Adolescent Health in Los Gatos, CA
There are dramatic changes that occur between the ages of 10 to 19 years old when children shift into adolescence. They aren’t quite adults yet but they aren’t kids anymore, either. Adolescents have unique health needs from children, and here at LG Pediatrics, our pediatricians specialize in providing comprehensive, compassionate, and judgment-free medical care to teens in Los Gatos, CA.
Dr. Belinda Milford, Dr. Iris Li, and Dr. Joseph Gali at LG Pediatrics offer their expertise to South Bay teens. Call the office at (408) 358-2624 to make an appointment.
Adolescence is a Major Stage of Life
There are a lot of psychological, cognitive, social, and physical changes that happen during adolescence that can impact how a teen feels and thinks about themselves and others. For adolescents to remain healthy, they need a pediatrician that they turn to regularly for health care. From substance use and sexual activity to fitness and diet, there are an array of topics that we will cover with your teen to make sure that we are providing the proper care they need to stay healthy and to prevent certain health risks, including:
- Smoking cessation or avoiding smoking
- Mental health problems
- Unintended pregnancies
- Car accidents
- Academic issues
- Nutritional and weight problems
- Sexually transmitted diseases
Providing Compassionate Adolescent Health Care
We pride ourselves on providing a judgment-free zone where teens can feel comfortable and at ease opening up about any health problems or concerns they may have. We believe that providing a safe and open line of communications helps teens feel more likely to open up and share issues they may have. Sometimes teens may feel embarrassed to talk to their parents, and a doctor may be the only person or first person they open up to.
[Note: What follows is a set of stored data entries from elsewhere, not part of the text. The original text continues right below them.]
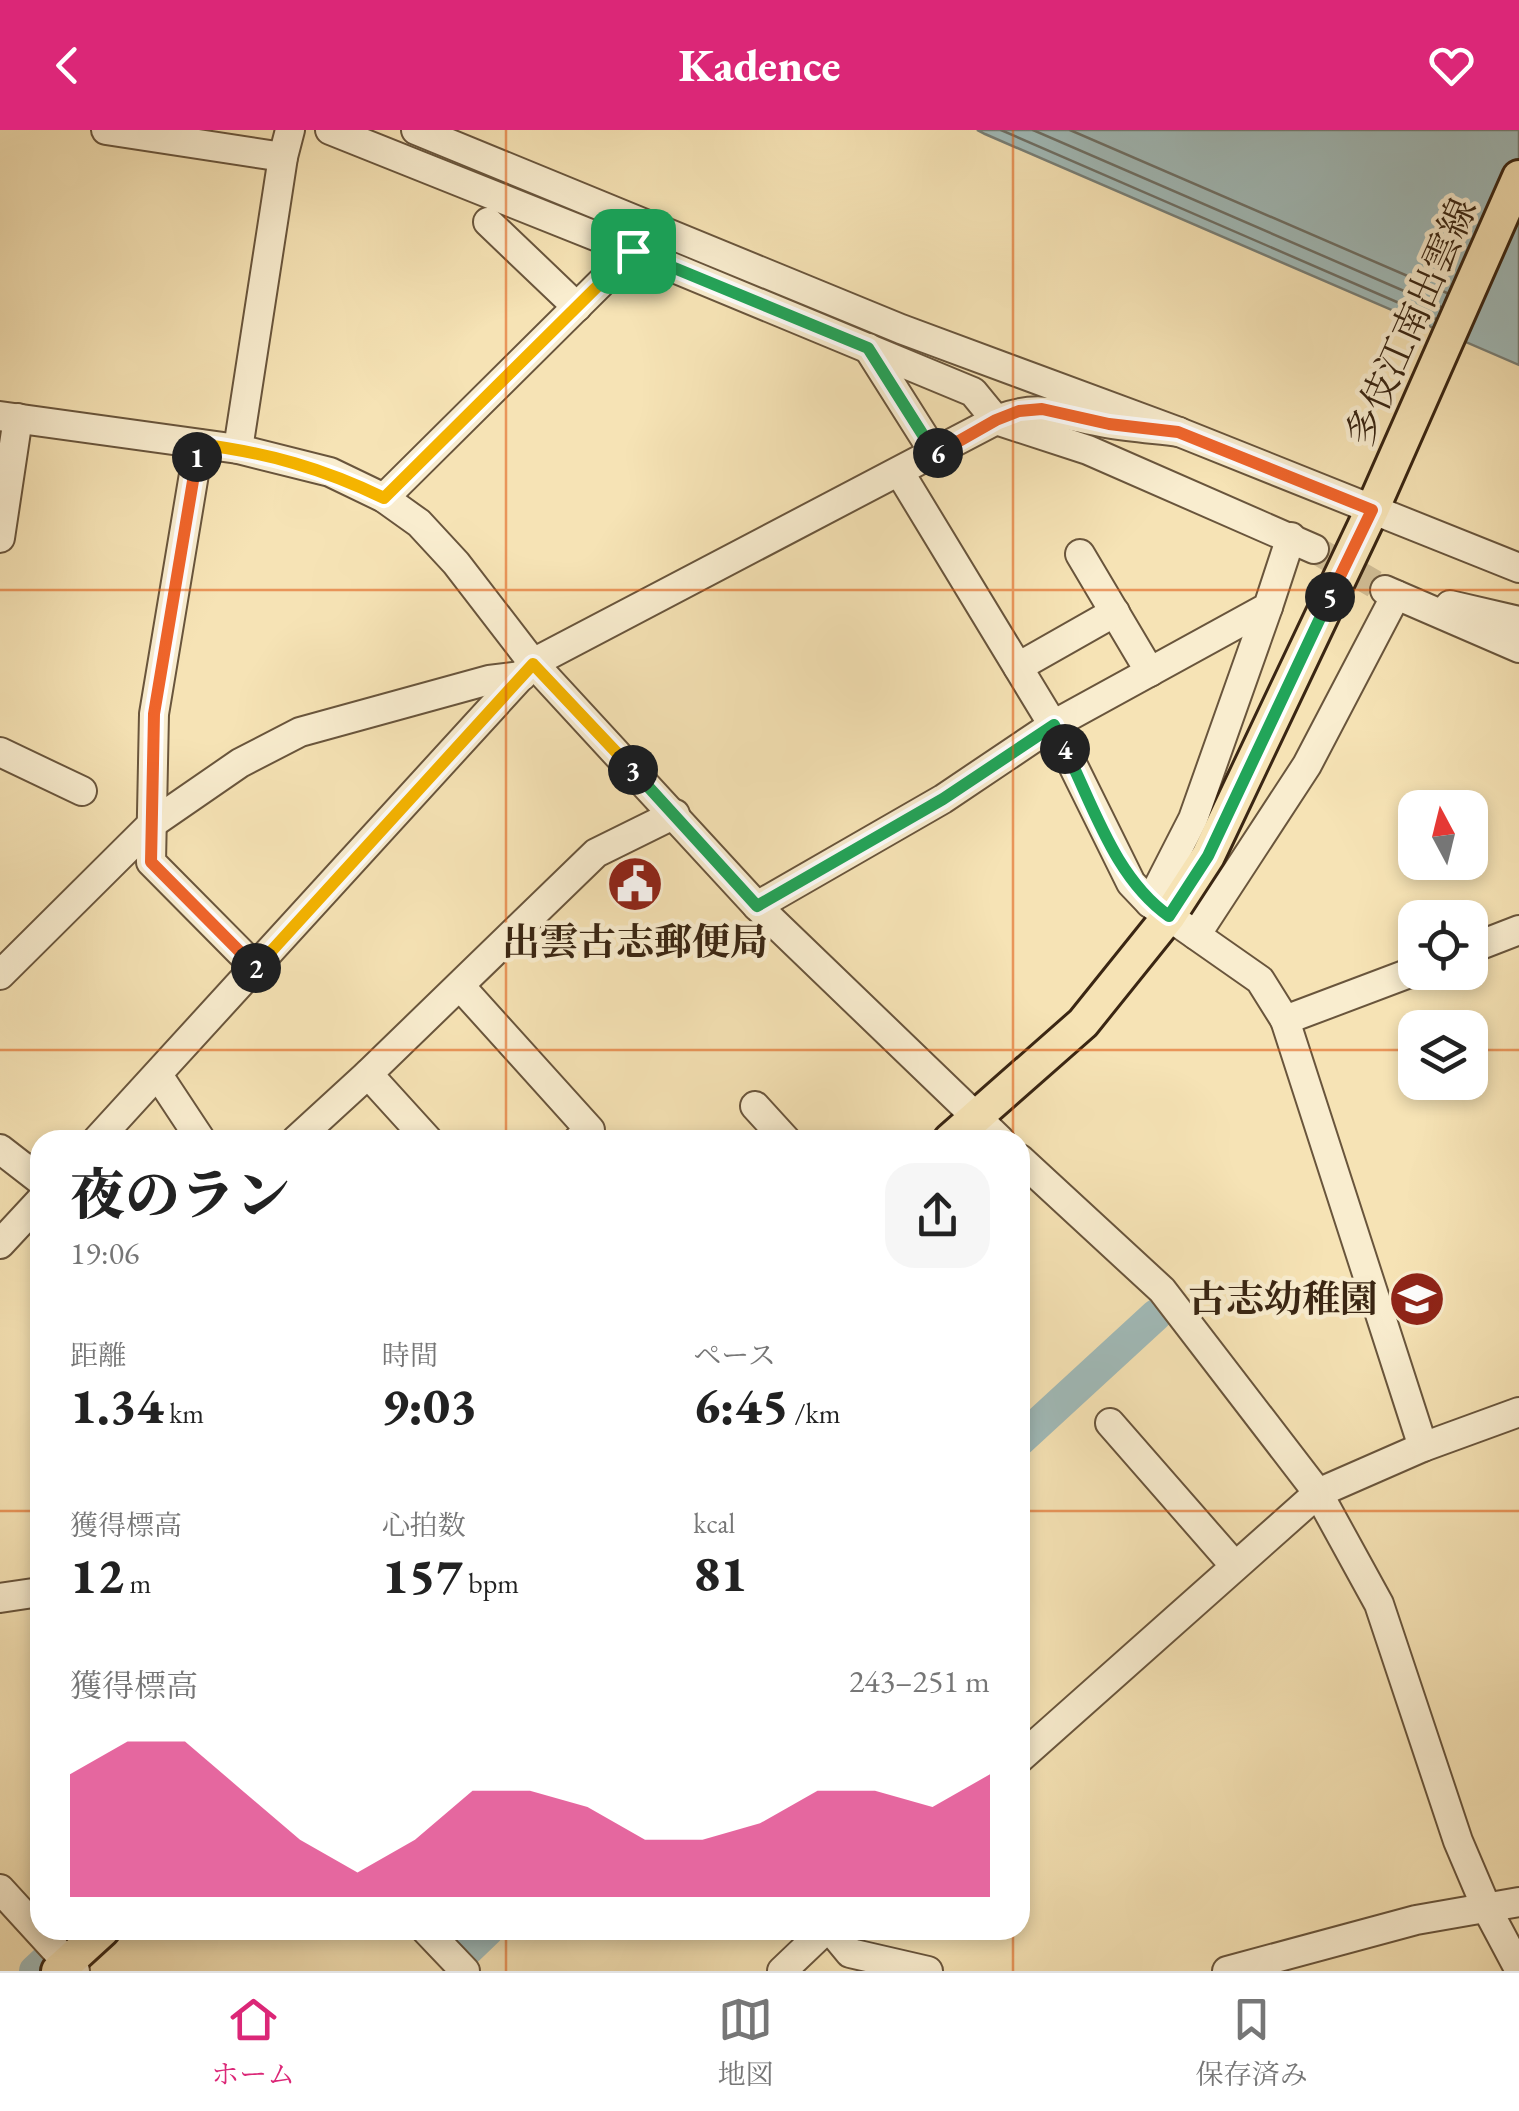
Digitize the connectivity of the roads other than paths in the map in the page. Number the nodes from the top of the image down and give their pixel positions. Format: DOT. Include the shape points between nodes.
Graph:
graph roads {
  1 [pos="106,130"];
  2 [pos="330,130"];
  3 [pos="416,130"];
  4 [pos="287,143"];
  5 [pos="1519,177"];
  6 [pos="488,222"];
  7 [pos="633,251"];
  8 [pos="576,307"];
  9 [pos="868,348"];
  10 [pos="9,417"];
  11 [pos="996,420"];
  12 [pos="1178,432"];
  13 [pos="199,444"];
  14 [pos="238,449"];
  15 [pos="935,454"];
  16 [pos="900,473"];
  17 [pos="1378,495"];
  18 [pos="384,498"];
  19 [pos="0,538"];
  20 [pos="1475,550"];
  21 [pos="1080,554"];
  22 [pos="1519,568"];
  23 [pos="1519,581"];
  24 [pos="1396,594"];
  25 [pos="1268,606"];
  26 [pos="1114,612"];
  27 [pos="1519,621"];
  28 [pos="1519,648"];
  29 [pos="1018,666"];
  30 [pos="527,670"];
  31 [pos="1150,672"];
  32 [pos="1054,725"];
  33 [pos="0,752"];
  34 [pos="82,791"];
  35 [pos="674,814"];
  36 [pos="153,823"];
  37 [pos="757,906"];
  38 [pos="1159,910"];
  39 [pos="1519,930"];
  40 [pos="1196,935"];
  41 [pos="1488,942"];
  42 [pos="256,968"];
  43 [pos="0,974"];
  44 [pos="1398,977"];
  45 [pos="460,986"];
  46 [pos="1286,1020"];
  47 [pos="368,1074"];
  48 [pos="158,1075"];
  49 [pos="756,1106"];
  50 [pos="974,1116"];
  51 [pos="106,1130"];
  52 [pos="194,1130"];
  53 [pos="307,1130"];
  54 [pos="419,1130"];
  55 [pos="590,1130"];
  56 [pos="777,1130"];
  57 [pos="960,1130"];
  58 [pos="989,1130"];
  59 [pos="0,1149"];
  60 [pos="1030,1167"];
  61 [pos="30,1172"];
  62 [pos="30,1212"];
  63 [pos="0,1244"];
  64 [pos="1519,1412"];
  65 [pos="1110,1423"];
  66 [pos="1423,1447"];
  67 [pos="1318,1492"];
  68 [pos="1235,1566"];
  69 [pos="30,1594"];
  70 [pos="0,1598"];
  71 [pos="1030,1749"];
  72 [pos="0,1888"];
  73 [pos="1519,1902"];
  74 [pos="1487,1909"];
  75 [pos="30,1924"];
  76 [pos="43,1940"];
  77 [pos="93,1940"];
  78 [pos="435,1940"];
  79 [pos="817,1940"];
  80 [pos="838,1940"];
  81 [pos="66,1968"];
  82 [pos="1519,1969"];
  83 [pos="464,1971"];
  84 [pos="782,1971"];
  85 [pos="928,1971"];
  86 [pos="1227,1971"];
  1 -- 4 [label="street"];
  2 -- 7 [label="street"];
  3 -- 12 [label="street" via="901,329"];
  4 -- 14 [label="street"];
  5 -- 17 [label="main road, 多伎江南出雲線"];
  6 -- 8 [label="street"];
  7 -- 8 [label="street"];
  7 -- 9 [label="street"];
  8 -- 18 [label="street"];
  9 -- 11 [label="street" via="973,392"];
  9 -- 15 [label="street"];
  10 -- 13 [label="street"];
  10 -- 19 [label="street"];
  11 -- 12 [label="street" via="1042,409"];
  11 -- 15 [label="street"];
  11 -- 25 [label="street" via="1088,450 1303,543"];
  12 -- 17 [label="street"];
  13 -- 14 [label="street"];
  13 -- 36 [label="street" via="154,714"];
  14 -- 18 [label="street" via="330,472"];
  15 -- 16 [label="street"];
  16 -- 29 [label="street"];
  16 -- 30 [label="street"];
  17 -- 20 [label="street"];
  17 -- 38 [label="main road, 多伎江南出雲線" via="1208,856"];
  18 -- 30 [label="street" via="456,562"];
  20 -- 22 [label="street"];
  20 -- 23 [label="street"];
  21 -- 26 [label="street"];
  24 -- 27 [label="street" via="1385,590"];
  24 -- 28 [label="street"];
  24 -- 40 [label="street" via="1307,765"];
  25 -- 31 [label="street"];
  25 -- 38 [label="street"];
  26 -- 29 [label="street"];
  26 -- 31 [label="street"];
  29 -- 32 [label="street"];
  30 -- 35 [label="street"];
  30 -- 36 [label="street" via="300,732 240,763"];
  30 -- 42 [label="street"];
  31 -- 32 [label="street"];
  32 -- 37 [label="street" via="943,799"];
  32 -- 38 [label="street" via="1131,883"];
  33 -- 34 [label="street"];
  35 -- 37 [label="street"];
  35 -- 45 [label="street" via="596,853"];
  36 -- 42 [label="street" via="151,862"];
  36 -- 43 [label="street"];
  37 -- 50 [label="street"];
  38 -- 40 [label="street"];
  38 -- 50 [label="main road, 多伎江南出雲線" via="1083,1023"];
  39 -- 41 [label="street"];
  40 -- 46 [label="street" via="1260,980"];
  42 -- 48 [label="street"];
  44 -- 46 [label="street"];
  45 -- 47 [label="street"];
  45 -- 55 [label="street"];
  46 -- 66 [label="street"];
  47 -- 53 [label="street"];
  47 -- 54 [label="street"];
  48 -- 51 [label="street"];
  48 -- 52 [label="street"];
  49 -- 56 [label="street"];
  50 -- 57 [label="main road, 多伎江南出雲線"];
  50 -- 58 [label="street"];
  59 -- 61 [label="street"];
  60 -- 67 [label="street" via="1162,1290"];
  62 -- 63 [label="street"];
  64 -- 66 [label="street"];
  65 -- 68 [label="street"];
  66 -- 67 [label="street"];
  67 -- 68 [label="street"];
  67 -- 74 [label="street" via="1379,1604"];
  68 -- 71 [label="street"];
  69 -- 70 [label="street"];
  72 -- 75 [label="street"];
  73 -- 74 [label="street"];
  74 -- 82 [label="street"];
  74 -- 86 [label="street" via="1416,1920"];
  76 -- 81 [label="street"];
  77 -- 81 [label="main road"];
  78 -- 83 [label="street"];
  79 -- 84 [label="street"];
  80 -- 85 [label="street" via="850,1953"];
}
This is why having a pediatrician that your teen trusts are paramount for their health and wellbeing
Adolescent Care Q & A
How often should a teenager visit a doctor?
Annual exams are important to healthy tweens and teens. Young people with chronic conditions may need to come to LG Pediatrics more often.
An adolescent may also come in for special reasons, such as a need for a sports or school physical, acne treatment, illnesses, menstrual irregularities, or sports injuries.
What happens at a well visit for an adolescent?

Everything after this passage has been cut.